- _TASK OBJECTIVE_:
The records below must be transcribed exactly, with each picture left out.

- _MATERIAL PROVIDED_:
★ ★ ★ ★ ★ ★ ★
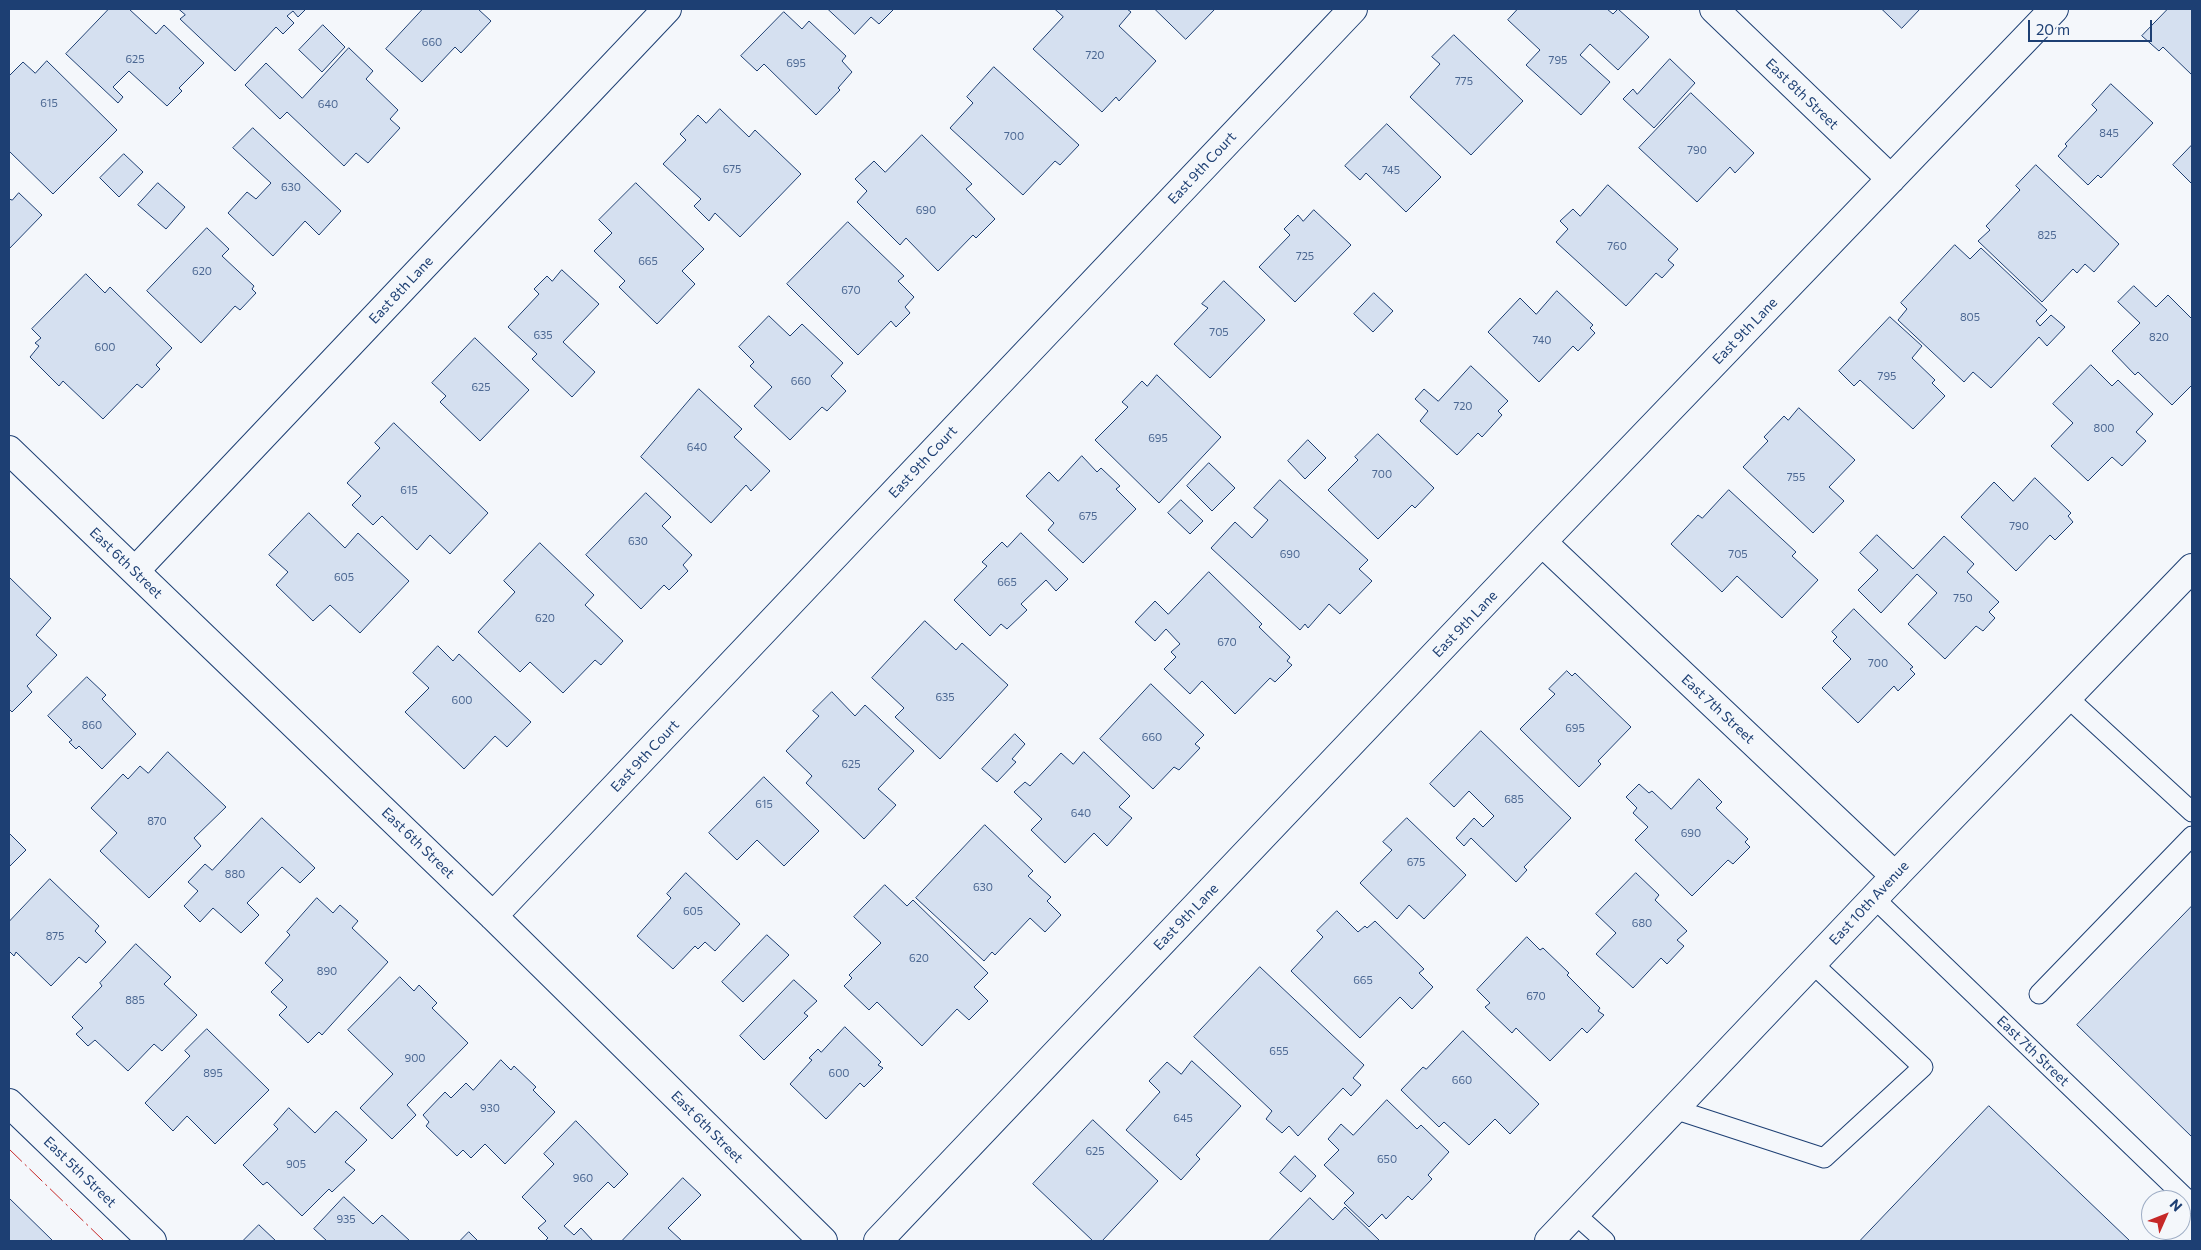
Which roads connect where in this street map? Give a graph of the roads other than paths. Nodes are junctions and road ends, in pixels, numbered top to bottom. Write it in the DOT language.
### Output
graph roads {
  1 [pos="667,9"];
  2 [pos="1353,9"];
  3 [pos="1714,9"];
  4 [pos="2054,9"];
  5 [pos="1890,179"];
  6 [pos="9,450"];
  7 [pos="1542,542"];
  8 [pos="2192,568"];
  9 [pos="135,572"];
  10 [pos="2067,697"];
  11 [pos="2192,812"];
  12 [pos="2192,836"];
  13 [pos="1895,876"];
  14 [pos="1874,898"];
  15 [pos="493,916"];
  16 [pos="1812,963"];
  17 [pos="2039,994"];
  18 [pos="9,1103"];
  19 [pos="1674,1110"];
  20 [pos="2192,1204"];
  21 [pos="1575,1214"];
  22 [pos="152,1241"];
  23 [pos="823,1241"];
  24 [pos="878,1241"];
  25 [pos="1549,1241"];
  26 [pos="1605,1241"];
  1 -- 9 [label="street, East 8th Lane"];
  2 -- 15 [label="street, East 9th Court"];
  3 -- 5 [label="street, East 8th Street"];
  4 -- 5 [label="street, East 9th Lane"];
  5 -- 7 [label="street, East 9th Lane"];
  6 -- 9 [label="street, East 6th Street"];
  7 -- 13 [label="street, East 7th Street"];
  7 -- 24 [label="street, East 9th Lane"];
  8 -- 10 [label="street, East 10th Avenue"];
  9 -- 15 [label="street, East 6th Street"];
  10 -- 11 [label="lane"];
  10 -- 13 [label="street, East 10th Avenue"];
  12 -- 17 [label="lane"];
  13 -- 14 [label="street, East 10th Avenue"];
  14 -- 16 [label="street, East 10th Avenue"];
  14 -- 20 [label="lane, East 7th Street"];
  15 -- 23 [label="street, East 6th Street"];
  16 -- 19 [label="street, East 10th Avenue"];
  16 -- 19 [label="lane"];
  18 -- 22 [label="street, East 5th Street"];
  19 -- 21 [label="street, East 10th Avenue"];
  21 -- 25 [label="street, East 10th Avenue"];
  21 -- 26 [label="lane"];
}
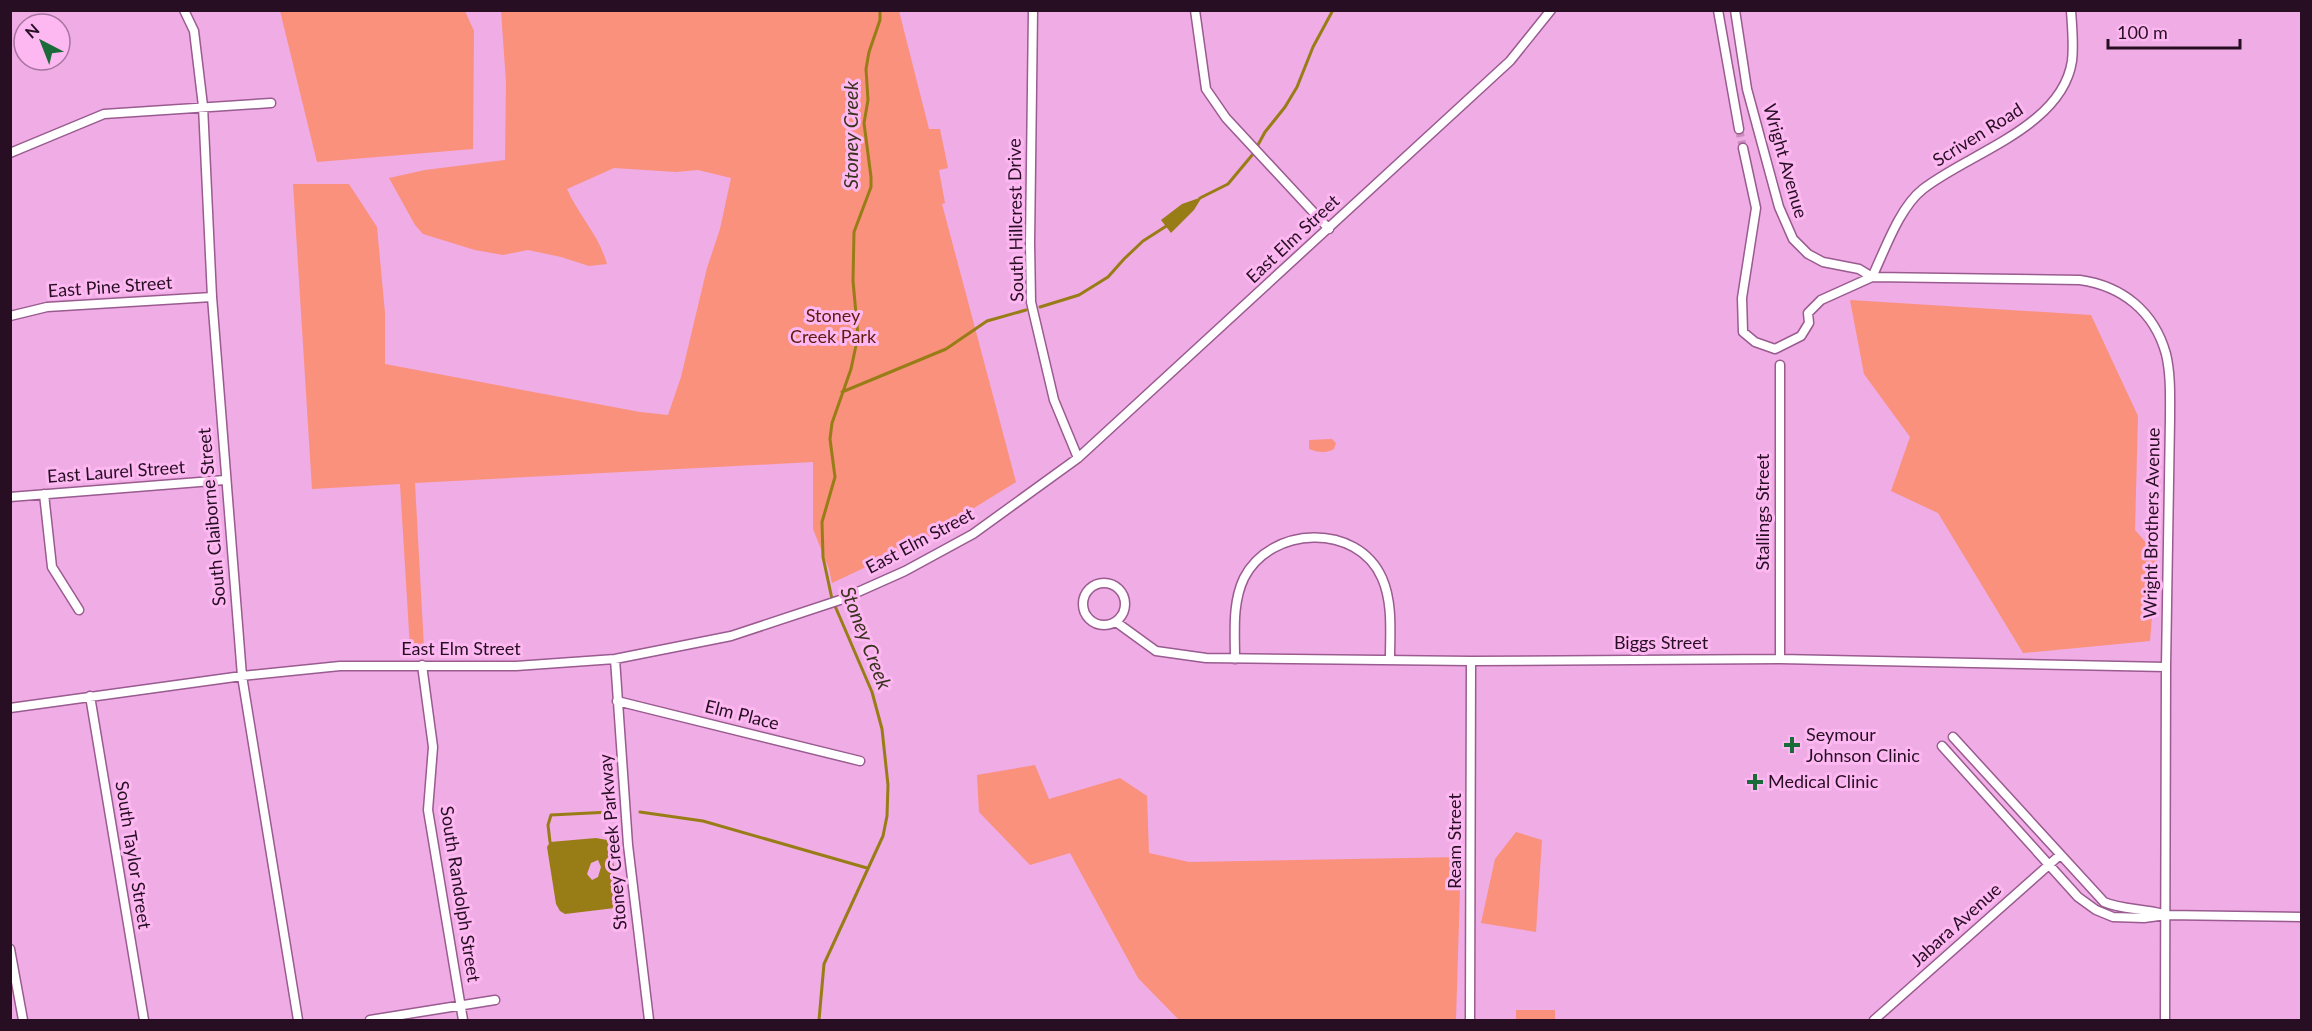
★ ★ ★ ★ ★ ★ ★
- _ANSWER SECTION_:
Which roads connect where in this street map? Give a graph of the roads other than paths. Nodes are junctions and road ends, in pixels, numbered top to bottom. Write it in the DOT language.
### Output
graph roads {
  1 [pos="667,9"];
  2 [pos="1353,9"];
  3 [pos="1714,9"];
  4 [pos="2054,9"];
  5 [pos="1890,179"];
  6 [pos="9,450"];
  7 [pos="1542,542"];
  8 [pos="2192,568"];
  9 [pos="135,572"];
  10 [pos="2067,697"];
  11 [pos="2192,812"];
  12 [pos="2192,836"];
  13 [pos="1895,876"];
  14 [pos="1874,898"];
  15 [pos="493,916"];
  16 [pos="1812,963"];
  17 [pos="2039,994"];
  18 [pos="9,1103"];
  19 [pos="1674,1110"];
  20 [pos="2192,1204"];
  21 [pos="1575,1214"];
  22 [pos="152,1241"];
  23 [pos="823,1241"];
  24 [pos="878,1241"];
  25 [pos="1549,1241"];
  26 [pos="1605,1241"];
  1 -- 9 [label="street, East 8th Lane"];
  2 -- 15 [label="street, East 9th Court"];
  3 -- 5 [label="street, East 8th Street"];
  4 -- 5 [label="street, East 9th Lane"];
  5 -- 7 [label="street, East 9th Lane"];
  6 -- 9 [label="street, East 6th Street"];
  7 -- 13 [label="street, East 7th Street"];
  7 -- 24 [label="street, East 9th Lane"];
  8 -- 10 [label="street, East 10th Avenue"];
  9 -- 15 [label="street, East 6th Street"];
  10 -- 11 [label="lane"];
  10 -- 13 [label="street, East 10th Avenue"];
  12 -- 17 [label="lane"];
  13 -- 14 [label="street, East 10th Avenue"];
  14 -- 16 [label="street, East 10th Avenue"];
  14 -- 20 [label="lane, East 7th Street"];
  15 -- 23 [label="street, East 6th Street"];
  16 -- 19 [label="street, East 10th Avenue"];
  16 -- 19 [label="lane"];
  18 -- 22 [label="street, East 5th Street"];
  19 -- 21 [label="street, East 10th Avenue"];
  21 -- 25 [label="street, East 10th Avenue"];
  21 -- 26 [label="lane"];
}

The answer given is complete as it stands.